*Exercise requirements*.
Find each line below containing the word "Michael" and copy it.

============

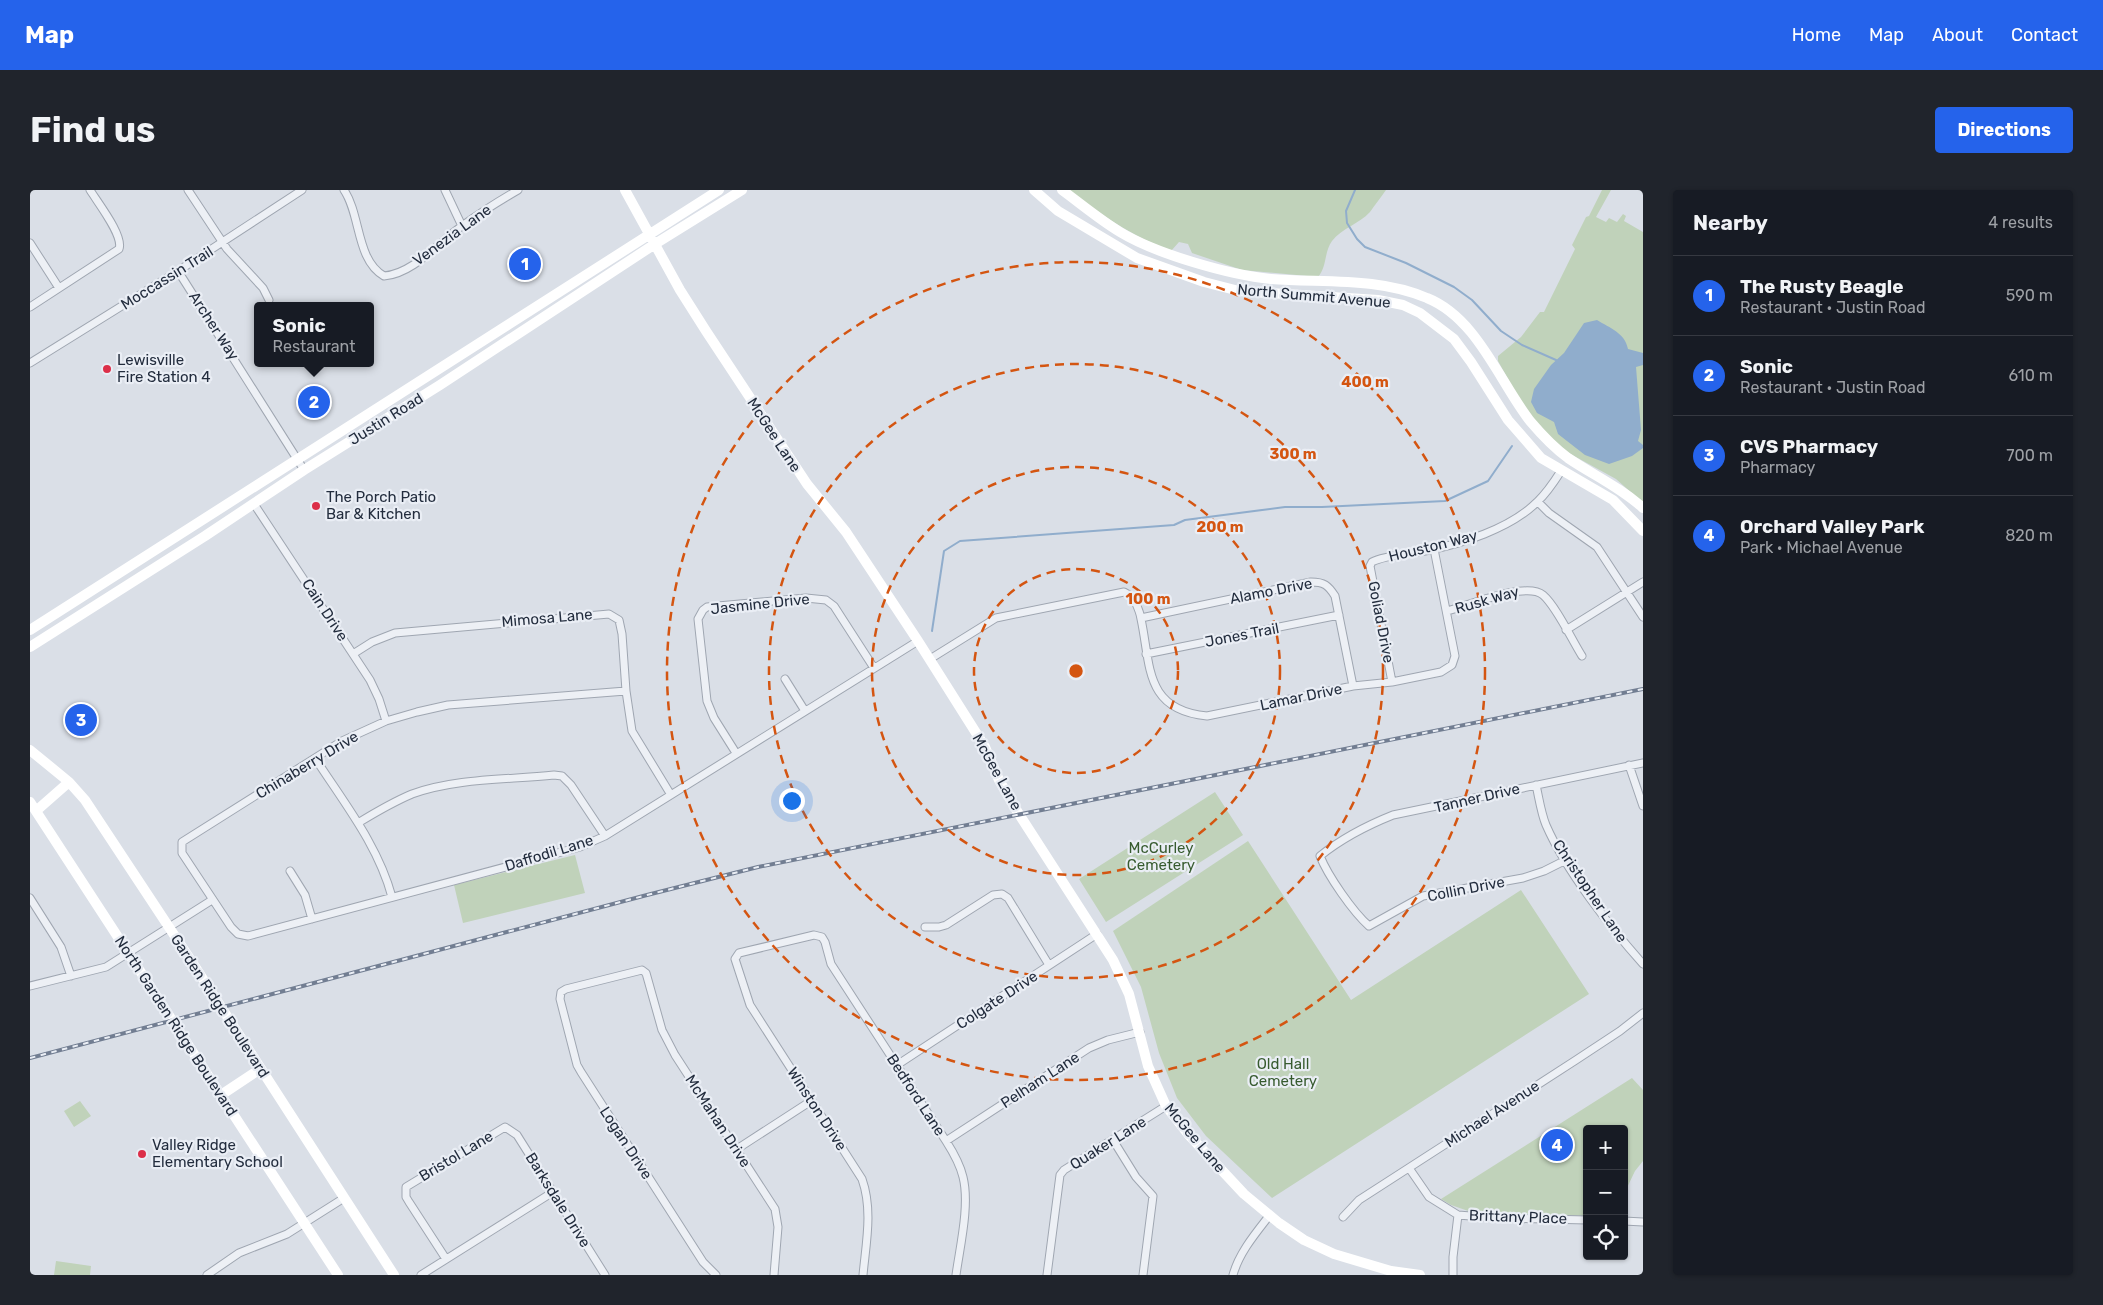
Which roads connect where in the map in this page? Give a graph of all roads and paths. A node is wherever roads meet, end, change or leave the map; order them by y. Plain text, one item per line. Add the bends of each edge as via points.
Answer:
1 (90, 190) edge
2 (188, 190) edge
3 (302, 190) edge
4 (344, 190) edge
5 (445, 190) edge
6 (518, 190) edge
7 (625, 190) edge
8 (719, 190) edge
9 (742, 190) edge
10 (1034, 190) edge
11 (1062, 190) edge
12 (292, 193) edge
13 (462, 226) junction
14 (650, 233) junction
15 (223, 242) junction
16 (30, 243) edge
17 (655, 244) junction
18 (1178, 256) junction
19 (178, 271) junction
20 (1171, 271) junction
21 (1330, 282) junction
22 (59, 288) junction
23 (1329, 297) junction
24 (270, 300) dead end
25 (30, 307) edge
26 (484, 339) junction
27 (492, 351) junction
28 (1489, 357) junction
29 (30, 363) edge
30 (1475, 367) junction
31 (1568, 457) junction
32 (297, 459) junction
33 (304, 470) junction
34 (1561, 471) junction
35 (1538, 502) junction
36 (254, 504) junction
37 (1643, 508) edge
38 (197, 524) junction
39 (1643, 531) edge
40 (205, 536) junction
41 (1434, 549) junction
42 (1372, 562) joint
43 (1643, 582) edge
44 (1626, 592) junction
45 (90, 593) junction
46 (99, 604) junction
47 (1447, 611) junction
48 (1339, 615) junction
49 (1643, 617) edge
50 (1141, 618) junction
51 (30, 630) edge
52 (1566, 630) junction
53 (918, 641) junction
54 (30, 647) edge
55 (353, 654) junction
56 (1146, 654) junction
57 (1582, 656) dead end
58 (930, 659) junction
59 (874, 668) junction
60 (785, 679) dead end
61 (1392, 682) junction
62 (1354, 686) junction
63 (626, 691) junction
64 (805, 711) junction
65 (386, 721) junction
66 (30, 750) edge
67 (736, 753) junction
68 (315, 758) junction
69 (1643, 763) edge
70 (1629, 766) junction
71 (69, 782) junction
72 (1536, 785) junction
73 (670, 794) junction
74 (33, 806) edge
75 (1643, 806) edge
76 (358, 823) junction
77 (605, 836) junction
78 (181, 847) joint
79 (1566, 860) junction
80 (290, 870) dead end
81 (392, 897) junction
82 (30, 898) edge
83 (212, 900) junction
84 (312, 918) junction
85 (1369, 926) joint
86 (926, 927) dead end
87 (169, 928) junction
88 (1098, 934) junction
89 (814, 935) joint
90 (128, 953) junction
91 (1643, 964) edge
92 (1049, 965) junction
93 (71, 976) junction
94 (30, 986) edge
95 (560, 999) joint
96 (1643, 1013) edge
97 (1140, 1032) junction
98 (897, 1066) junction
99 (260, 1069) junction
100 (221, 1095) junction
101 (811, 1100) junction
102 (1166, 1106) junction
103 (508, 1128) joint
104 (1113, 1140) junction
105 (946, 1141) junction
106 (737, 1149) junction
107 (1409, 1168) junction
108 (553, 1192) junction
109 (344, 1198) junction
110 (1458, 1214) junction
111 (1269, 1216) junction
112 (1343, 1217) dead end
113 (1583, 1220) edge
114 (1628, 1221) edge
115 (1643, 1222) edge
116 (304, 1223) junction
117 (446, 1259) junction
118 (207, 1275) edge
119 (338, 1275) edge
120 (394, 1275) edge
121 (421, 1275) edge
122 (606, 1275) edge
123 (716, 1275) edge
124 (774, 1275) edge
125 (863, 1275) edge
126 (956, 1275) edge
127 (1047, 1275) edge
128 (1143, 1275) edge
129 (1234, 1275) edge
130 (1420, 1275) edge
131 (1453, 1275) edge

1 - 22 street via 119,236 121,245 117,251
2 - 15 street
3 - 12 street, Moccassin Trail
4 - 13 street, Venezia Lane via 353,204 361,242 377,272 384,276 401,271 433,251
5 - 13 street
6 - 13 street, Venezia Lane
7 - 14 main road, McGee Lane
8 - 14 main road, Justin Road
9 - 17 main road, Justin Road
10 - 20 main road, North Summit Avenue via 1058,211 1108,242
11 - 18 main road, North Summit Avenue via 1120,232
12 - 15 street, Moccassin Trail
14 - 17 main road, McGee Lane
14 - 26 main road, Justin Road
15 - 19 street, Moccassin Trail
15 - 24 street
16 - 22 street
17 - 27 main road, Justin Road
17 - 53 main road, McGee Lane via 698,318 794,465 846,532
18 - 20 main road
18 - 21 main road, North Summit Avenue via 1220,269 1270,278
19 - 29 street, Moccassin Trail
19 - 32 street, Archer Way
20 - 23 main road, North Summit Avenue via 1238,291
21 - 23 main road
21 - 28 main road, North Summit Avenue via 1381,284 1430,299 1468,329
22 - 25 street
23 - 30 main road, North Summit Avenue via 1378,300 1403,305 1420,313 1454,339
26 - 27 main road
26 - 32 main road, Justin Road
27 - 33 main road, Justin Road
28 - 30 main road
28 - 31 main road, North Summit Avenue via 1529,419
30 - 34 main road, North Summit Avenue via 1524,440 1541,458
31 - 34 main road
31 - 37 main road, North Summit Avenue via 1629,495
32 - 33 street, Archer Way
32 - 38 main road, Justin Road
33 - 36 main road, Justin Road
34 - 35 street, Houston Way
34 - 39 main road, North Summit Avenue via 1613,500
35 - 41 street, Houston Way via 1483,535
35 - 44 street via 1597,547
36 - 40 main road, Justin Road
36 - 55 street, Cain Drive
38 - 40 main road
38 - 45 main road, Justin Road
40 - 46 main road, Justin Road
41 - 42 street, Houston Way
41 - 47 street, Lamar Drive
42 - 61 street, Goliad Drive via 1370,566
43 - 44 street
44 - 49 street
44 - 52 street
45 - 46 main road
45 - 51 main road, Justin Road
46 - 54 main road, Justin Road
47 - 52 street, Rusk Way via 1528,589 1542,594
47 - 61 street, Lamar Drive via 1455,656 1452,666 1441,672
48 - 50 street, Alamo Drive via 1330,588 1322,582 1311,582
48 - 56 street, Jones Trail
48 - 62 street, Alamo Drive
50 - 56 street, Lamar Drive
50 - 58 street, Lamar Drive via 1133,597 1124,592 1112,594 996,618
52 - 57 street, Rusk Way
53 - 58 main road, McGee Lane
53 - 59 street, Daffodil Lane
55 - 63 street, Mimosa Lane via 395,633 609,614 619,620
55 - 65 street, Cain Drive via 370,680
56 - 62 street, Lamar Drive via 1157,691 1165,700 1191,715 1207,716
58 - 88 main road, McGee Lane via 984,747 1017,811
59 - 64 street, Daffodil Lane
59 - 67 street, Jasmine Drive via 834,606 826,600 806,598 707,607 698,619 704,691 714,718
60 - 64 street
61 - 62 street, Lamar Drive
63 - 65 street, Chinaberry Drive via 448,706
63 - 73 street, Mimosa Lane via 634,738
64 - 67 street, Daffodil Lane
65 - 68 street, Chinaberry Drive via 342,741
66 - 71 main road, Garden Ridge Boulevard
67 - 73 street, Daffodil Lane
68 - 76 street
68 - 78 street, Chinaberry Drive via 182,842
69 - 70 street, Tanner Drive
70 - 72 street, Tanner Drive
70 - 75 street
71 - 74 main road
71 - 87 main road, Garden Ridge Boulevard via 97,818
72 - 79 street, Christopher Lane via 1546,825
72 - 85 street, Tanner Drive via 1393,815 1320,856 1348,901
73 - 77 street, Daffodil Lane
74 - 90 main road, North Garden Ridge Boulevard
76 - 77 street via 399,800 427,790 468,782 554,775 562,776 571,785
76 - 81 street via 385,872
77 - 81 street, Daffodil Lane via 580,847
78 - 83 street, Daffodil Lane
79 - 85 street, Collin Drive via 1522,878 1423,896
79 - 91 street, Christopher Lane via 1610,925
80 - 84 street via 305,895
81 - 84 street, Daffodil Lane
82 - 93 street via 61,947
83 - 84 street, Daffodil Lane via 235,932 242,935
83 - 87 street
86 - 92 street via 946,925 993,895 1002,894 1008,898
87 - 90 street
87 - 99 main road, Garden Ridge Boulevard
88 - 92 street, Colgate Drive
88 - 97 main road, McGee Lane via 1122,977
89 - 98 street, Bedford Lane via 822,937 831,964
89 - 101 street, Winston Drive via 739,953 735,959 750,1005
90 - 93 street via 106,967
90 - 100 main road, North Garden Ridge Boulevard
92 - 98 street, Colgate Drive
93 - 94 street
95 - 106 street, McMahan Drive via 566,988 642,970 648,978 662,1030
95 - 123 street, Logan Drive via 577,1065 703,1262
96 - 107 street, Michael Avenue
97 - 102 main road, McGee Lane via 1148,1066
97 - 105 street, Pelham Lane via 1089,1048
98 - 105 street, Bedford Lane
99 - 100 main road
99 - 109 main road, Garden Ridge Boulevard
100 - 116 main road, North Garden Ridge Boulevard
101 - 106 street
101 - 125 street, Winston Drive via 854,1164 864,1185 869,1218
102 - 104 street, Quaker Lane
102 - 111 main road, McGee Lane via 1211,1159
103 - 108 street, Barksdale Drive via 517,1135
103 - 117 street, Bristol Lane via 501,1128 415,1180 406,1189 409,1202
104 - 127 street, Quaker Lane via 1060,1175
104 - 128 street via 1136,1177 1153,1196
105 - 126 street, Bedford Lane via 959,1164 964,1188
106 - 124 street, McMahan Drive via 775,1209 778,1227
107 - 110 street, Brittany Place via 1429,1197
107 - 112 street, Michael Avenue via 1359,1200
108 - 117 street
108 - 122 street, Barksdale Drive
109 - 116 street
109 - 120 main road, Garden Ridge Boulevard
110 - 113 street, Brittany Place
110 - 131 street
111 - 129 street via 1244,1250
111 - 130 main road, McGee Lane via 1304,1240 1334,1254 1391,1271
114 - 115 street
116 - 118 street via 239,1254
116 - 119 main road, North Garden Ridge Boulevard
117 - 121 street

============

*Your solution*.
96 - 107 street, Michael Avenue
107 - 112 street, Michael Avenue via 1359,1200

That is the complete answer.